Objective: To estimate the benefit of introduction of image-guided radiotherapy (IGRT) to prostate radiotherapy practice with current clinical target volume-planning target volume (PTV) margins of 5-10 mm.
Methods: Systematic error data collected from 50 patients were used together with a random error of σ=3.0 mm to model non-IGRT treatment. IGRT was modelled with residual errors of Σ=σ=1.5 mm. Population tumour control probability (TCP(pop)) was calculated for two three-dimensional conformal radiotherapy techniques: two-phase and concomitant boost. Treatment volumes and dose prescriptions were ostensibly the same. The relative field sizes of the treatment techniques, distribution of systematic errors and correlations between movement axes were examined.
Results: The differences in TCP(pop) between the IGRT and non-IGRT regimes were 0.3% for the two-phase and 1.5% for the concomitant boost techniques. A 2-phase plan, in each phase of which the 95% isodose conformed to its respective PTV, required fields that were 3.5 mm larger than those required for the concomitant boost plan.

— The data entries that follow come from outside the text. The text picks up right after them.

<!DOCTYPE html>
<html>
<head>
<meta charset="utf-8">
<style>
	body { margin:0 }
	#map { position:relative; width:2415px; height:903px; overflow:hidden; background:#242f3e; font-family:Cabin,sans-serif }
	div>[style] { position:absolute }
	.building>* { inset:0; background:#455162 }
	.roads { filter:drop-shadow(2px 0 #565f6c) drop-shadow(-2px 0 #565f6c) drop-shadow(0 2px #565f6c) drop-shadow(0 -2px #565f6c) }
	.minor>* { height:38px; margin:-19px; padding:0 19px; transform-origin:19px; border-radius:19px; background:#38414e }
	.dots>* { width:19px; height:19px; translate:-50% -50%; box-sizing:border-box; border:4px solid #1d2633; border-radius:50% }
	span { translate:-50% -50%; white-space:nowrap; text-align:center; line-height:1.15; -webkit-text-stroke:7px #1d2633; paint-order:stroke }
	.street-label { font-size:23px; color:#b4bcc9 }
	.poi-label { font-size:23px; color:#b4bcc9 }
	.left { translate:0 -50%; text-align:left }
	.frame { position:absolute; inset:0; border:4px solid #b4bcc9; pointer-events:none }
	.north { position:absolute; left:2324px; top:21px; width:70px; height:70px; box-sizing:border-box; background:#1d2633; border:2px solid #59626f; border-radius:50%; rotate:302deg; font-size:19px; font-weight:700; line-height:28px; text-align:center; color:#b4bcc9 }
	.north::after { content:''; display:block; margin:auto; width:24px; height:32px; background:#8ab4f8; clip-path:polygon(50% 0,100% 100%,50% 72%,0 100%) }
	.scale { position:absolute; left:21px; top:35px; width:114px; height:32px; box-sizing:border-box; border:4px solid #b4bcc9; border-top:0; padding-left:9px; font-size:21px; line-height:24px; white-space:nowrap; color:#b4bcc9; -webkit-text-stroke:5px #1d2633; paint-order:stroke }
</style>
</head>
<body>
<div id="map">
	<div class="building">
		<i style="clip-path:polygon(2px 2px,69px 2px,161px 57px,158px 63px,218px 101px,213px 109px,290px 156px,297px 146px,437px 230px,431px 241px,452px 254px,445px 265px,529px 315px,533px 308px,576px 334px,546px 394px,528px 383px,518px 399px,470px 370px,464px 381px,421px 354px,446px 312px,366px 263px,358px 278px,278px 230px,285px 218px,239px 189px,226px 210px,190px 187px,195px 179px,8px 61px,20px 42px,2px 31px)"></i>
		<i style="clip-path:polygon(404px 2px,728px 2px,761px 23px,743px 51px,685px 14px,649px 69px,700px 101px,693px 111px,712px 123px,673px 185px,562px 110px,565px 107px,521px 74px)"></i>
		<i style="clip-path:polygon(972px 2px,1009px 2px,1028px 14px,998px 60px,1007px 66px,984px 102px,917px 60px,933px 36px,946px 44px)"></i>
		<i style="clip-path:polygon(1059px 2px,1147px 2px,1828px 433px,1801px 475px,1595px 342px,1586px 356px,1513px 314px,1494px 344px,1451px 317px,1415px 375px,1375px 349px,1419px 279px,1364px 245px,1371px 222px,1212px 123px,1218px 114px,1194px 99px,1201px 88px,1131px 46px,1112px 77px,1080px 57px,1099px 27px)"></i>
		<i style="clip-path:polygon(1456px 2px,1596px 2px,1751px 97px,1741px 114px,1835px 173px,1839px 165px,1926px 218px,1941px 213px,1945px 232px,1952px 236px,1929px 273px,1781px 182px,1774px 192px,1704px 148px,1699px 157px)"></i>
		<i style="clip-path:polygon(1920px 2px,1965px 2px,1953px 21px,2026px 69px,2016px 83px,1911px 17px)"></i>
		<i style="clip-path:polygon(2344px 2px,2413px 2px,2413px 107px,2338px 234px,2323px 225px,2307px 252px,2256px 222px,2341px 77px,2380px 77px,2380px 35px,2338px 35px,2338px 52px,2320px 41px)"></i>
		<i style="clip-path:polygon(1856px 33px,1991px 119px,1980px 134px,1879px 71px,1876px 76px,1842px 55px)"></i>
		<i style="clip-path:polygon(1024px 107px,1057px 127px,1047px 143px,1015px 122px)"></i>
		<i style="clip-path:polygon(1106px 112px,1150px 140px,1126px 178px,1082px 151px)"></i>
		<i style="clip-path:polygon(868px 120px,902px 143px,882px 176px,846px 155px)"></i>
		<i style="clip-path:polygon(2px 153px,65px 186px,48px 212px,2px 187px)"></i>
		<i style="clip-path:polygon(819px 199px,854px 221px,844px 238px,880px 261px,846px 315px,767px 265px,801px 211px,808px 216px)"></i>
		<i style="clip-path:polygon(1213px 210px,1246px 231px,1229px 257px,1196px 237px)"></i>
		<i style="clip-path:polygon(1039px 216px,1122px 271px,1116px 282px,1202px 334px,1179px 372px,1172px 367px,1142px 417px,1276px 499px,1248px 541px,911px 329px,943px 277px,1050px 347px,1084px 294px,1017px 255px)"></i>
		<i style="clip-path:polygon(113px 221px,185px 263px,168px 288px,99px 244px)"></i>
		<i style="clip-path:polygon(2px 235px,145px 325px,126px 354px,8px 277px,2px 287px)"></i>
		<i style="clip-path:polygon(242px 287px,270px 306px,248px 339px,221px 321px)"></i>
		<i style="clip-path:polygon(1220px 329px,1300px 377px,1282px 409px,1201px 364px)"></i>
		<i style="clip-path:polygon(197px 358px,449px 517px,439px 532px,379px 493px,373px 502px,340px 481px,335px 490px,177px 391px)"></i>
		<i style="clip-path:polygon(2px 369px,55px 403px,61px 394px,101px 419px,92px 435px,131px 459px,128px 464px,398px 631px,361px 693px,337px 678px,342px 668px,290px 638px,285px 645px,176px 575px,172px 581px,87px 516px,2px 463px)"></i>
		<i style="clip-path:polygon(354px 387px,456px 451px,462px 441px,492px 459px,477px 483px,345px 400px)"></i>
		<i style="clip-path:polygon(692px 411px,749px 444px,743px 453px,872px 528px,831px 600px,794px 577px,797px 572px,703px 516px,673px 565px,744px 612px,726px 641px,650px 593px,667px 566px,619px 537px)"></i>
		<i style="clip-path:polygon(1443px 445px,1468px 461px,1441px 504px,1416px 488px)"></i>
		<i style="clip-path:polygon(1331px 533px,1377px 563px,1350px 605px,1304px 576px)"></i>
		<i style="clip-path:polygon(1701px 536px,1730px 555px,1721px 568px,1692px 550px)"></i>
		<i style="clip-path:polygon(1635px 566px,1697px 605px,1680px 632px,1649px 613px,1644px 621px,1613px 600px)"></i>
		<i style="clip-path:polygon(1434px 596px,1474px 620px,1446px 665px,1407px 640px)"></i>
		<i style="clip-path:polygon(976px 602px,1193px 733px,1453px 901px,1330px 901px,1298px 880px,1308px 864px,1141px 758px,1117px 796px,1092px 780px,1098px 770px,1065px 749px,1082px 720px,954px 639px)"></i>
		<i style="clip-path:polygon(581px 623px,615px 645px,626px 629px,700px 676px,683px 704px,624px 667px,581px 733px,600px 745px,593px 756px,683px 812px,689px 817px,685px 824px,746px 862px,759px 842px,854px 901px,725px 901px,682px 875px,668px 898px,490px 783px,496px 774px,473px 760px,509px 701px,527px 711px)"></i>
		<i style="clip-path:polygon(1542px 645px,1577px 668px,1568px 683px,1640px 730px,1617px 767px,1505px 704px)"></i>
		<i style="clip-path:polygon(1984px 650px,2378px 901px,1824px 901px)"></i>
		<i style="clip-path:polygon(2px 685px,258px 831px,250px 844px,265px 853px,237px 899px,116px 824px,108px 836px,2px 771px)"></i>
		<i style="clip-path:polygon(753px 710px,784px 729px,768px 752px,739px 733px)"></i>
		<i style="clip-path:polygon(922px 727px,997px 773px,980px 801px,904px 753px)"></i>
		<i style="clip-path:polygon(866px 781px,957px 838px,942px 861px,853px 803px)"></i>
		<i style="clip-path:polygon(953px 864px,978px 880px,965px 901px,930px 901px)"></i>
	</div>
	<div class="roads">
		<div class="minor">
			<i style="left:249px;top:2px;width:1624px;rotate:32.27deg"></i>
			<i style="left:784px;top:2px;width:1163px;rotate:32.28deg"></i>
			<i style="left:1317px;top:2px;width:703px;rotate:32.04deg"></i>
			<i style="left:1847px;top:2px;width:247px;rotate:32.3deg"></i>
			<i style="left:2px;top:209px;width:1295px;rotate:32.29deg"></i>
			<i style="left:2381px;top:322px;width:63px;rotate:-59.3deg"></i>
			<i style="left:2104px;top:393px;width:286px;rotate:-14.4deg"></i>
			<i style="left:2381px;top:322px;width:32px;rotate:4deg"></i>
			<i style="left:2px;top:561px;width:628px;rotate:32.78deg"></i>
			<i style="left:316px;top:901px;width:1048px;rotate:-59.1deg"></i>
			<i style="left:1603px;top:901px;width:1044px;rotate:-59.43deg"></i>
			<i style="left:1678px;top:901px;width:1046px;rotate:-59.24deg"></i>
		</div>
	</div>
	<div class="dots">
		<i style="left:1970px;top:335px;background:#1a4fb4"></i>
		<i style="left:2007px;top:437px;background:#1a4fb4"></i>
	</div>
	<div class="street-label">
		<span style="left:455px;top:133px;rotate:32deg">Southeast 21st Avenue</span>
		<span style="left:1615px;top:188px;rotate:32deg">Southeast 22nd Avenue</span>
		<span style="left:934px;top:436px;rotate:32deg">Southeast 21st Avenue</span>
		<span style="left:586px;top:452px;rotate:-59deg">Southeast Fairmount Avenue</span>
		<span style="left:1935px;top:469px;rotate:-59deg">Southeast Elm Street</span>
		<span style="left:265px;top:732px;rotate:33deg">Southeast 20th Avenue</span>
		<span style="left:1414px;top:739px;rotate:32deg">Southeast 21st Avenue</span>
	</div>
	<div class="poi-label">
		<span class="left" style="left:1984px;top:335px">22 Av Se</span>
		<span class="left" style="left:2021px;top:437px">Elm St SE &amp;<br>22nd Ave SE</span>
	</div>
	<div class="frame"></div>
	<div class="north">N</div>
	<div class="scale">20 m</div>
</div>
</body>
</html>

Despite the larger field sizes, the TCP (without IGRT) in the two-phase plan was only 1.7% higher than the TCP in the concomitant boost plan. The deviation of craniocaudal systematic errors (p=0.02) from a normal distribution, and the correlation of translations in the craniocaudal and anteroposterior directions (p<0.0001) were statistically significant.
Conclusions: The expected population benefit of IGRT for the modelled situation was too small to be detected by a clinical trial of reasonable size, although there was a significant benefit to individual patients. For IGRT to have an observable population benefit, the trial would need to use smaller margins than those used in this study. Concomitant treatment techniques permit smaller fields and tighter conformality than two phases planned separately.